1. We’re in New York sitting in a cramped apartment and I’m mad at all the honking outside. Instinctively, I’m yelling back at them, as if the taxis are going hear my frustration and suddenly practice considerate driving. “WHY WON’T THEY JUST SHUT UP, IT IS SO RUDE!!!” You cup my face with your hands and kiss my forehead. Sweetheart, you sigh. I melt into your fingers. I can’t hear anything anymore.
2. It’s freezing cold on that hill again, our bodies huddling for warmth. The sky looks like it’s been dipped in paint, reds and purples blending together somewhere in the middle. I’m losing circulation in my feet, but I don’t care. I could stay here forever.
3. I’m crying so hard, I can barely breathe. So are you. It’s not romantic or haunting or a testament to how deeply we loved. It’s guttural. There’s glass everywhere but I don’t remember breaking anything.

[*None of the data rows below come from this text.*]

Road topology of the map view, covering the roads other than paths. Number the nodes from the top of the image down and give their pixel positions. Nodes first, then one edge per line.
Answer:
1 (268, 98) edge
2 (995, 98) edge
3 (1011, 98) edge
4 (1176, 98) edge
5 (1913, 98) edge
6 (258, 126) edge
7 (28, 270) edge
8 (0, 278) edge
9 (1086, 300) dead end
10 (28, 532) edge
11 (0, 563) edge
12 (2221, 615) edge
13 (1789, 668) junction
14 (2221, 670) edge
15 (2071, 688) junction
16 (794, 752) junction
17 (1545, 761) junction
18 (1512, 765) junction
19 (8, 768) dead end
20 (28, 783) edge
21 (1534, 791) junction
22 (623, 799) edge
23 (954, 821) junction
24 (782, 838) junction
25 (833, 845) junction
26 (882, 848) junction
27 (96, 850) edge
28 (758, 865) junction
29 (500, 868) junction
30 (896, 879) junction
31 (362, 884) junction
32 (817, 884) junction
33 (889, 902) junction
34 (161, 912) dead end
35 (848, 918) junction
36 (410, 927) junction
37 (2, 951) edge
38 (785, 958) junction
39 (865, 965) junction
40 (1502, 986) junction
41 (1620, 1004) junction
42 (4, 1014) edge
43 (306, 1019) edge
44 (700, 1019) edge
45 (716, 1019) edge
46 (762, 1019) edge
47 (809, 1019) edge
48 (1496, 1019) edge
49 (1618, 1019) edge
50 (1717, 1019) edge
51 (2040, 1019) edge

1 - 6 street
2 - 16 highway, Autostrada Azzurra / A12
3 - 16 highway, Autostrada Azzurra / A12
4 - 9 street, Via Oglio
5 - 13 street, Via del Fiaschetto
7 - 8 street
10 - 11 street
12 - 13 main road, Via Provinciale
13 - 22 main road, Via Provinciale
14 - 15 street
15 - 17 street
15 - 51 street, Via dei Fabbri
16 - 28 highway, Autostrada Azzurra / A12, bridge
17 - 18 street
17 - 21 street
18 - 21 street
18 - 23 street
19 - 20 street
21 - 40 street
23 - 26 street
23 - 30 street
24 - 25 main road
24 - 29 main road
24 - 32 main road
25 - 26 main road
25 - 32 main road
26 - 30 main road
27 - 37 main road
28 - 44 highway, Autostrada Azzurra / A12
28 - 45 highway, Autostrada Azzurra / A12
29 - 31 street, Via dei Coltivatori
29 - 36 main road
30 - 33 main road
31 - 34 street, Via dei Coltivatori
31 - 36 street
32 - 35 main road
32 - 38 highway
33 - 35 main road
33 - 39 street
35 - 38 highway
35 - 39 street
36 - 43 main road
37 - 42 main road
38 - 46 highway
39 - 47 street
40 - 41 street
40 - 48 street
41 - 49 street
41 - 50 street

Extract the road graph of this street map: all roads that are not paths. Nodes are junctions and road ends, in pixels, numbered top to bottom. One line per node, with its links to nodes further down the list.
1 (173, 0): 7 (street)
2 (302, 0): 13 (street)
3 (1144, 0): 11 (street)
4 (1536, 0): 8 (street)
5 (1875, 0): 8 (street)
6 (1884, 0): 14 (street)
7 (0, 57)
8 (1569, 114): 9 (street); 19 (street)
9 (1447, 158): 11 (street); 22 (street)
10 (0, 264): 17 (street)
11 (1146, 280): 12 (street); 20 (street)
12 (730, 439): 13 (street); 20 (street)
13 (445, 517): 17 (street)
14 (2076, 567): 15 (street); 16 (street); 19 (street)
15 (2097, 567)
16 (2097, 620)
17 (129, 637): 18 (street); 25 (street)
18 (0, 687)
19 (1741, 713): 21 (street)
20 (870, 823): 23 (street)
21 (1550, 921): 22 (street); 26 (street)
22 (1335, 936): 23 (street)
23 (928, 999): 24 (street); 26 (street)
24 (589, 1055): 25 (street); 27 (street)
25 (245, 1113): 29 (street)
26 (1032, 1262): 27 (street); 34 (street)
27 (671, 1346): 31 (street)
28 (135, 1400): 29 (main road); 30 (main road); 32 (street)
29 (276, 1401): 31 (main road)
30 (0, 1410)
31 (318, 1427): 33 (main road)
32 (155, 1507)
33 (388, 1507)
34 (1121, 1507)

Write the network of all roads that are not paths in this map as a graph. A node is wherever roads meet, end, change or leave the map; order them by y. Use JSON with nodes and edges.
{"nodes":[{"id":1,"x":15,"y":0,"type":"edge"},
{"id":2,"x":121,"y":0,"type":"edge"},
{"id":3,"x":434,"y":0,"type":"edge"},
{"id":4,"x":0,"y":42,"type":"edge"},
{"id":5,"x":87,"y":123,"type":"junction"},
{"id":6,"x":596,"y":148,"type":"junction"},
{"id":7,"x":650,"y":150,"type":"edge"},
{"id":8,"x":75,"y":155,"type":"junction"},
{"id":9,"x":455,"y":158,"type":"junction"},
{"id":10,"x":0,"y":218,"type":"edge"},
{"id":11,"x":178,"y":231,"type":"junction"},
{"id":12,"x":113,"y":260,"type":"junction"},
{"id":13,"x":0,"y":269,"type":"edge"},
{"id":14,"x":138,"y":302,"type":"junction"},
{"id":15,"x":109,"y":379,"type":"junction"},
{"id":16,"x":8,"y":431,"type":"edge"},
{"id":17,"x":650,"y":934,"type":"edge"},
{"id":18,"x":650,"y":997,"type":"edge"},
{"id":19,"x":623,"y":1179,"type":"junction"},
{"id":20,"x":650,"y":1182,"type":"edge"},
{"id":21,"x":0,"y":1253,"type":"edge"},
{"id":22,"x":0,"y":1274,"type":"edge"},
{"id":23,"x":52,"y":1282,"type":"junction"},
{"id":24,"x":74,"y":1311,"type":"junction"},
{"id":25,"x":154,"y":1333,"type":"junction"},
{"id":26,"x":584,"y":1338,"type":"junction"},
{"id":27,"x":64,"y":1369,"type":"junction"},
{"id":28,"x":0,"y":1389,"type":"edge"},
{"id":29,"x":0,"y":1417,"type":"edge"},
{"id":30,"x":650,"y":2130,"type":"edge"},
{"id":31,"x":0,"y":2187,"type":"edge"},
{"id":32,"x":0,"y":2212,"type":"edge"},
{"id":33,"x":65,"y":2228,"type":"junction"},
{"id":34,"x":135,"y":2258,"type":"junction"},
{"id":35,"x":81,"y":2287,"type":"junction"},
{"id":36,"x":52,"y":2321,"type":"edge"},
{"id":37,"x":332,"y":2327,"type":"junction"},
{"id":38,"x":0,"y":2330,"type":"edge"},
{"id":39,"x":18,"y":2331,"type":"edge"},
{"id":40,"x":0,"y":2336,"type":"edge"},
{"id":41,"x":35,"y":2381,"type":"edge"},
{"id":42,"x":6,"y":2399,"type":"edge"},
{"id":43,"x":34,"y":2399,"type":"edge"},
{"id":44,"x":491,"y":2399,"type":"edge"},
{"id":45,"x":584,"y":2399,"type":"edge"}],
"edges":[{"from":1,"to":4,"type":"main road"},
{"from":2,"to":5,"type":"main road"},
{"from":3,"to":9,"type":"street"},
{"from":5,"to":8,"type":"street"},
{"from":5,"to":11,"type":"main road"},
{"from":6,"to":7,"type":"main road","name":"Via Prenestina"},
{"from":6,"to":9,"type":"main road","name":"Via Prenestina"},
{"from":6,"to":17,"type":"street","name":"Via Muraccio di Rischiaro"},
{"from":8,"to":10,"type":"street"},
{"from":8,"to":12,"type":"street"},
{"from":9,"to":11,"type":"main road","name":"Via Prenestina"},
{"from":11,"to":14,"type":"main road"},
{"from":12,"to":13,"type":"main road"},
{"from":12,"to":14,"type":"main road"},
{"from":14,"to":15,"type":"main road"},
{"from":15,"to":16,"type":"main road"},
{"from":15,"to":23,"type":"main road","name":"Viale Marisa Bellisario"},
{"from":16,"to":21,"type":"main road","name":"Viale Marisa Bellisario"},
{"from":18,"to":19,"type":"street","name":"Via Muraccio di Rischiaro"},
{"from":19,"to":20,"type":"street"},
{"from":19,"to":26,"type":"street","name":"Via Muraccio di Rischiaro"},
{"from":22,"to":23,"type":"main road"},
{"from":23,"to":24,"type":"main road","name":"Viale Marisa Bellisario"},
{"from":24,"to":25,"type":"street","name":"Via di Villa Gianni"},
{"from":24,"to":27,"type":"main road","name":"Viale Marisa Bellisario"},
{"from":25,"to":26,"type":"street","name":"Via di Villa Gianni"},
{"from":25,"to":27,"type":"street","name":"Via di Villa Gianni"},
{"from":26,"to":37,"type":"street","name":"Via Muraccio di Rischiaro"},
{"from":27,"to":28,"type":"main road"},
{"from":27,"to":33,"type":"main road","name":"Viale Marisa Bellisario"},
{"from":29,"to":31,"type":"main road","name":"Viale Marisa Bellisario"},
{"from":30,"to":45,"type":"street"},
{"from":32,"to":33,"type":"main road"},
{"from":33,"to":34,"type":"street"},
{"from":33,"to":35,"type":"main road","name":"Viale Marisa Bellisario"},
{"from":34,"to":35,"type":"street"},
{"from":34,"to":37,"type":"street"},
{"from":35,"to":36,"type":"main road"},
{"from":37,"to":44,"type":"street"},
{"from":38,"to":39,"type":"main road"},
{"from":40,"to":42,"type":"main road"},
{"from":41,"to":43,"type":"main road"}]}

4. We bump into each other at the deli on Hartz Ave and are forced into an awkward hug. You tell me you’re getting married in a few months. You just put a downpayment on a house. I congratulate you, but it feels mechanic. We’re going through the motions. We’re being pleasant for show. We’re doing what we think we’re supposed to.
5. You tell me you never loved me. I don’t remember anything else.
6. There’s a frozen lake and a pair of ice skates. You hold my hand and never let go. Not even when I’m shaky. Not even when I tell you I think I’m falling down.
7. You scream at me for all the poems. I’m sorry, I’m sorry, I’m sorry.
8. You touch me like you’ve always touched me. Like no time has passed. I bend and you give and the room spins just enough. The neighbors bang on the wall, our ache is too loud. Our ache is keeping them awake. We laugh, we apologize, we try to turn the volume down. I stuff a pillow in my mouth. Still. We can’t keep it down. It’s just not in us.
9. I’m pregnant and I’m upset that all the weight has gone straight to my face. It’s 99 degrees and every part of my body is sweating. My belly is poking out of my pastel blue maternity shirt. You walk in the door with bags of baby clothes. You’re so excited. I am miserably big, hot, and can’t see my feet anymore. But you are smiling and I’m so in love. I can’t wait to see you as a father. I can’t wait to see what little human being we’ve made.
10. In the middle of the night, you show up at my door with a line straight out of The Notebook. “It wasn’t over, it still isn’t over.” We fold into each other. It’s still not over.